Stored data
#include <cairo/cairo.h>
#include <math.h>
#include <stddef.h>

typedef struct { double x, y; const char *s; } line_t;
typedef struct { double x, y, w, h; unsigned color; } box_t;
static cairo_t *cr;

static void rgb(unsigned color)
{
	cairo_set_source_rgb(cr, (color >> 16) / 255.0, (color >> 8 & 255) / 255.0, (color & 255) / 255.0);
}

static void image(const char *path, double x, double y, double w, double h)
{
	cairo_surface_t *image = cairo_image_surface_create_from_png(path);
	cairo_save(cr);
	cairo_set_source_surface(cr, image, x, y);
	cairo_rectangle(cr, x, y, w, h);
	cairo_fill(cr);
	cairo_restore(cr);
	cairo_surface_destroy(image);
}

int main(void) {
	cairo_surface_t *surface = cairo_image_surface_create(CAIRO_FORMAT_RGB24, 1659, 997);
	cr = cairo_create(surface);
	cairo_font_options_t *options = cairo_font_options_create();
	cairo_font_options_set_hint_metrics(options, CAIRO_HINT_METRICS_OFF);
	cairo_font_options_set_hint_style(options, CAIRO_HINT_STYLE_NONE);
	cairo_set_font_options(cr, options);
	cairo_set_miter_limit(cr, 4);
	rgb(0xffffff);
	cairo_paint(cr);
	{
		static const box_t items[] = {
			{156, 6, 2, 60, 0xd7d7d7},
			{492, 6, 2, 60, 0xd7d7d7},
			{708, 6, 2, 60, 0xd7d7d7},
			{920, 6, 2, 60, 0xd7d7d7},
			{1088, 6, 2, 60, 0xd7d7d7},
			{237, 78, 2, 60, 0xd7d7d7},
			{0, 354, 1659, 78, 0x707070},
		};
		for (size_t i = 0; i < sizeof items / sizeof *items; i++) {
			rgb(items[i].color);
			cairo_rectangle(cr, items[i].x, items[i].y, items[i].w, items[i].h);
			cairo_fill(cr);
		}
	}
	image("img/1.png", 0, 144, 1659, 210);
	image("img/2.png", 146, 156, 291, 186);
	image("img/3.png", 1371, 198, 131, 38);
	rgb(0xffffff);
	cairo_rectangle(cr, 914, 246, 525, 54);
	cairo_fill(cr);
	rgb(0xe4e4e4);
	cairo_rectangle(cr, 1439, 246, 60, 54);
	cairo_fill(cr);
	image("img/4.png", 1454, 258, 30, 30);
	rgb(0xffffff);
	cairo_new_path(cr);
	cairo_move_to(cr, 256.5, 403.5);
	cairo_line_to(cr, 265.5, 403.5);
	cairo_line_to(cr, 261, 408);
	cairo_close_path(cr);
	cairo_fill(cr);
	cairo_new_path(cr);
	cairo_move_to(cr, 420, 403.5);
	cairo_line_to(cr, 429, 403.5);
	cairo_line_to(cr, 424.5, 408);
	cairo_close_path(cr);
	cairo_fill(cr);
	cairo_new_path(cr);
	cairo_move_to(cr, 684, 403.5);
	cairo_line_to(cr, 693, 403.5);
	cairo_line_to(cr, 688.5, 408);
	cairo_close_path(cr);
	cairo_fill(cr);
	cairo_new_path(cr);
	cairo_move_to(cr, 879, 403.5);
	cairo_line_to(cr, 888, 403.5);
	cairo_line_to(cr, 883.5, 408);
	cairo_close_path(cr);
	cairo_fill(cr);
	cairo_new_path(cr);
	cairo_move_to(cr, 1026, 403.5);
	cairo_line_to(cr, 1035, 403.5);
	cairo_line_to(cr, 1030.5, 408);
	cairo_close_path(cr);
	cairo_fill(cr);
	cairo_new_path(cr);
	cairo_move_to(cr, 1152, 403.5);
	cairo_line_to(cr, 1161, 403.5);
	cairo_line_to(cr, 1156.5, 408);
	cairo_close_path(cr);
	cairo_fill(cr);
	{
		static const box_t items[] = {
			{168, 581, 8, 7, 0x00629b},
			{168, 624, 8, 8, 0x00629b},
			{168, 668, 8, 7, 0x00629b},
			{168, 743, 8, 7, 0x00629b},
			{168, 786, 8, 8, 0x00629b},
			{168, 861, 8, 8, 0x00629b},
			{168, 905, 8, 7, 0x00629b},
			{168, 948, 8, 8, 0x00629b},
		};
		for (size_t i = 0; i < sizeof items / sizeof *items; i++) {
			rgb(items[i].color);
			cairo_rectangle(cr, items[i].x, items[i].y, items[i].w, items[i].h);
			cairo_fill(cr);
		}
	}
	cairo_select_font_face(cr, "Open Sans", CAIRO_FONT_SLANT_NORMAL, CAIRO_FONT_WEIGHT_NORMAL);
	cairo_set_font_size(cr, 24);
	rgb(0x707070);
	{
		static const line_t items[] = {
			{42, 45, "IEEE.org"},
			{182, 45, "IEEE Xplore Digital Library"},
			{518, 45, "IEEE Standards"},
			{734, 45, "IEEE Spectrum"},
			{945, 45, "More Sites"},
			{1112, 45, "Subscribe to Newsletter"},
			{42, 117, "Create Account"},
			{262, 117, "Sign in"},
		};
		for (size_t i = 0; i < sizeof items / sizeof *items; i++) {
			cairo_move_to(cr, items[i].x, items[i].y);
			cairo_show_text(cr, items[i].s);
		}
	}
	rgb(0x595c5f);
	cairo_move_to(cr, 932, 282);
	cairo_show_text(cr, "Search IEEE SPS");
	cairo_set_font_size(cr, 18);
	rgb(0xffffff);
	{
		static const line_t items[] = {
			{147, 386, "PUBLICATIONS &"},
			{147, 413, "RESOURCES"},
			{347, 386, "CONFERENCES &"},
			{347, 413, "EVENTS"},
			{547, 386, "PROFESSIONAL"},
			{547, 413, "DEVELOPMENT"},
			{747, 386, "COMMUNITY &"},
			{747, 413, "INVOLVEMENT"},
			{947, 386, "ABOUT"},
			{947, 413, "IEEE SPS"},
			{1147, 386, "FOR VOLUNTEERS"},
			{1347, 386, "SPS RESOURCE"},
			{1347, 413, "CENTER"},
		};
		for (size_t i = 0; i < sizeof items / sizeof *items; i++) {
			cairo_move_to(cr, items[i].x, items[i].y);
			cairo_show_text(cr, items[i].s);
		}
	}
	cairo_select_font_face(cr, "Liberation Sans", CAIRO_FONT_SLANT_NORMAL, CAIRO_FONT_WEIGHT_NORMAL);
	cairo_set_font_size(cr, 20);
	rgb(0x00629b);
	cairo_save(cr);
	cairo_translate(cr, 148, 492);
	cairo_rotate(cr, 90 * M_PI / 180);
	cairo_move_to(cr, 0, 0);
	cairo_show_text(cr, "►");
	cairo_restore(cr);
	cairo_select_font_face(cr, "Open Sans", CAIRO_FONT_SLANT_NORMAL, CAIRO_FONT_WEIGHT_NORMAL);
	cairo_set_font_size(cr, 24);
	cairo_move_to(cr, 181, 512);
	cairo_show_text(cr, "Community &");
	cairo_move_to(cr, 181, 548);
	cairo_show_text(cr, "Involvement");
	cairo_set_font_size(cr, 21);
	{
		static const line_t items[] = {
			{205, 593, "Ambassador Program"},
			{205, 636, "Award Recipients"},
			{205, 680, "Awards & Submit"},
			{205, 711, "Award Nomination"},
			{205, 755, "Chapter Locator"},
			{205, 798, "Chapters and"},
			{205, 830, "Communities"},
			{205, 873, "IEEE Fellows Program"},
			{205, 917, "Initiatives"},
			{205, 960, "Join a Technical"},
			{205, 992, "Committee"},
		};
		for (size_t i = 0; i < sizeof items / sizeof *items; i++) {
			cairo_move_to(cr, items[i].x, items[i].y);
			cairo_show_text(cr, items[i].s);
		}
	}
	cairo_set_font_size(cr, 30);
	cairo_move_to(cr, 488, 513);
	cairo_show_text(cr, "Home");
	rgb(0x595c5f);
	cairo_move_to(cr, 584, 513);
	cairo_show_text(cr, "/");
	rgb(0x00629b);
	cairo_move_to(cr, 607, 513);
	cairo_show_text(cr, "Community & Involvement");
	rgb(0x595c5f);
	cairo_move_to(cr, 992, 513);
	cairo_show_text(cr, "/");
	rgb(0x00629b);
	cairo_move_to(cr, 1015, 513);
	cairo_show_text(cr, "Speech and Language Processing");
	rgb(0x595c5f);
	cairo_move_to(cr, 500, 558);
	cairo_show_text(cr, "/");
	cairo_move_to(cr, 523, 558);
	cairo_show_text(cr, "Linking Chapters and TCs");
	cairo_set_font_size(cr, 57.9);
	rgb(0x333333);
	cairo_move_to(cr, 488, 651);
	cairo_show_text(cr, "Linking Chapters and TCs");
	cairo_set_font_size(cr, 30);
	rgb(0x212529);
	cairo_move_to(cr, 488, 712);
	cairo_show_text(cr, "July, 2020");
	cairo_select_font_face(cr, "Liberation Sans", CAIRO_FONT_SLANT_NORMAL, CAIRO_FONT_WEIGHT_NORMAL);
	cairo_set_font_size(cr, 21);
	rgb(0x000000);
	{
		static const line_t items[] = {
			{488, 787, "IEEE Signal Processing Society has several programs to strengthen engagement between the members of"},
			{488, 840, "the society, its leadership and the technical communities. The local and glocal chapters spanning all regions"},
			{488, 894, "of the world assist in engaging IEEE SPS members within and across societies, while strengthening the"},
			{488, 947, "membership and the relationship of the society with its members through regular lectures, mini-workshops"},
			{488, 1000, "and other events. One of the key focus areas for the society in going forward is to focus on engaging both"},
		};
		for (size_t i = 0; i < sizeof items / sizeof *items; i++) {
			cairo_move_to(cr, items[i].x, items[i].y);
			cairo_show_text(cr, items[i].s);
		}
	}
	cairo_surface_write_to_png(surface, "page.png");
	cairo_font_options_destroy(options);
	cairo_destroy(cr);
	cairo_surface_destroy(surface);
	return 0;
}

(What this task involves) Copy out, word for word, the part of the entries above that begins at the line with "cairo_image_surface_create(CAIRO_FORMAT_RGB24, 1659, 997);" and ends at the line with "cairo_set_miter_limit(cr, 4);", including both.

(Expected answer)
	cairo_surface_t *surface = cairo_image_surface_create(CAIRO_FORMAT_RGB24, 1659, 997);
	cr = cairo_create(surface);
	cairo_font_options_t *options = cairo_font_options_create();
	cairo_font_options_set_hint_metrics(options, CAIRO_HINT_METRICS_OFF);
	cairo_font_options_set_hint_style(options, CAIRO_HINT_STYLE_NONE);
	cairo_set_font_options(cr, options);
	cairo_set_miter_limit(cr, 4);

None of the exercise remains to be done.